Floating ICEBERG creatively confronts global warming

In summer 2019, a surprising sight popped up on a New Hampshire lake — ICEBERG, a floating, iceberg-shaped pavilion made of locally sourced wood and recycled plastic. Created to raise awareness on the issue of polar ice melt, the temporary installation was the work of Bulot+Collins, an international architecture firm that guided over a hundred Beam Campers to build the project on-site. The environmental installation also doubled as a play space with a resting area for sunbathing and a staircase that leads to a diving platform. 

a group of children on the side of the iceberg-like structure in the lake

ICEBERG was designed and built for Beam Camp, a summer camp in Strafford, New Hampshire that teaches campers hands-on skills and creative thinking through large-scale collaborative projects selected through an annual worldwide design competition. In 2019, Bulot+Collins’ ICEBERG project was chosen and built in three weeks by 104 campers between the ages of 10 to 17. 

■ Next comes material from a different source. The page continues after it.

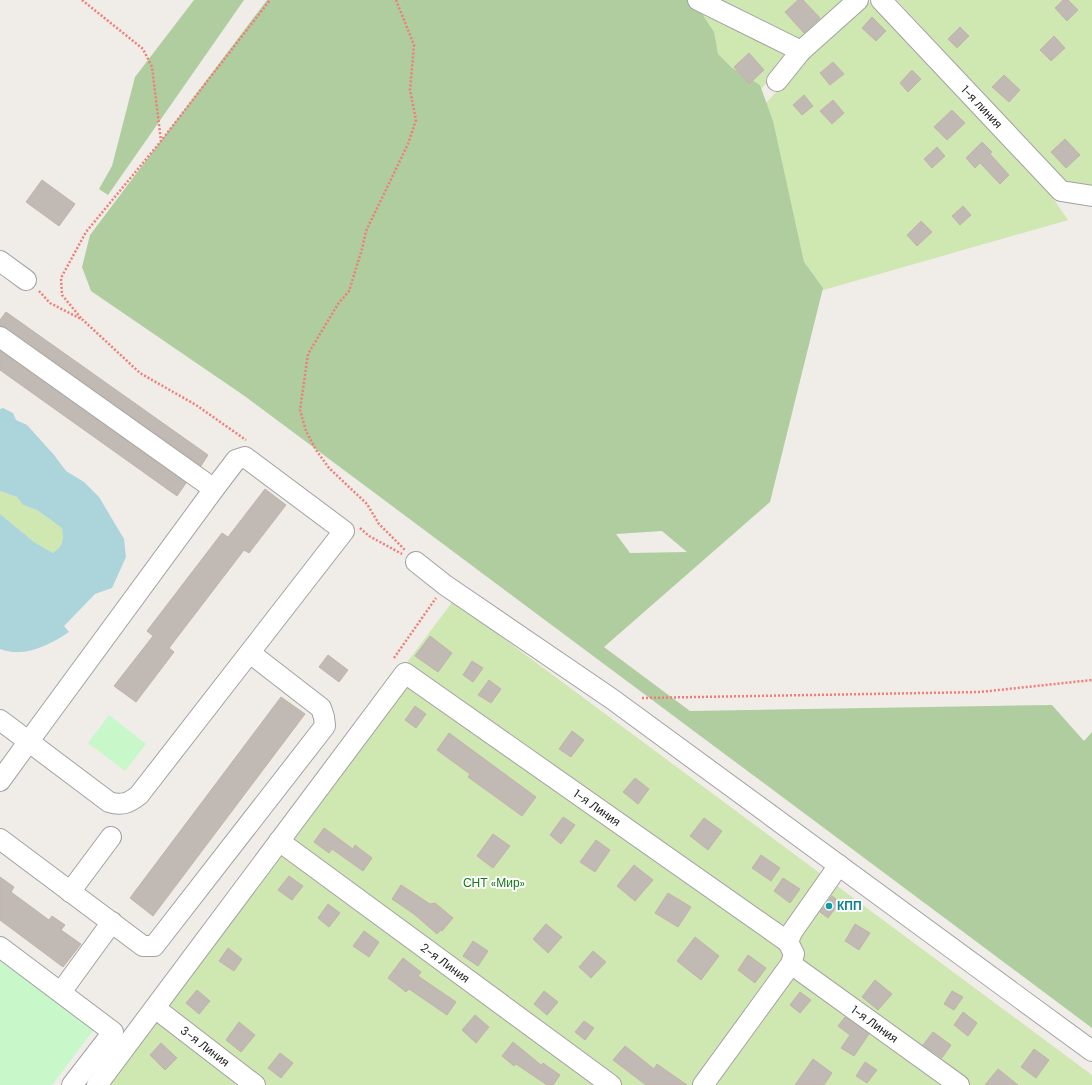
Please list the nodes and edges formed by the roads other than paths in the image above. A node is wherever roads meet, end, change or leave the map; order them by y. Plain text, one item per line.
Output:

to the right, a dock that goes out into the water. to the left, out in the water, the floating iceberg-like structure

Located in the middle of Willy Pond, the 700-square-foot ICEBERG pavilion features a slanted wood frame buoyed by a series of empty barrels. The structure is covered in locally sourced plywood panels clad in recycled HDPE tiles manufactured on-site by the campers with a process exclusively developed by the architects for the project. Recycled plastic was melted and molded into triangular shapes and then covered in a mix of resin and thermochromic paint to simulate the appearance of a melting iceberg: the hundreds of tiles turn from different shades of blue in the cold to a polar white in the heat. 

Related: ICEBERGS immerse visitors in a beautiful underwater world in Washington, D.C.

a blue panel with a white handprint, showing how the panels react to heat

In addition to its striking visual appearance, ICEBERG served as a play space with a sunbathing area and a 10-foot-tall diving platform. “As architects accustomed to working in an environment where the designer, the client and the users are often three distinct parties, we were stimulated to have the future users play an active role in the building process of the project,” note the architects. “This blurring of boundaries familiarized campers with the subtle implications of building a space, and allowed them to evolve in a structure that they constructed with their own hands.”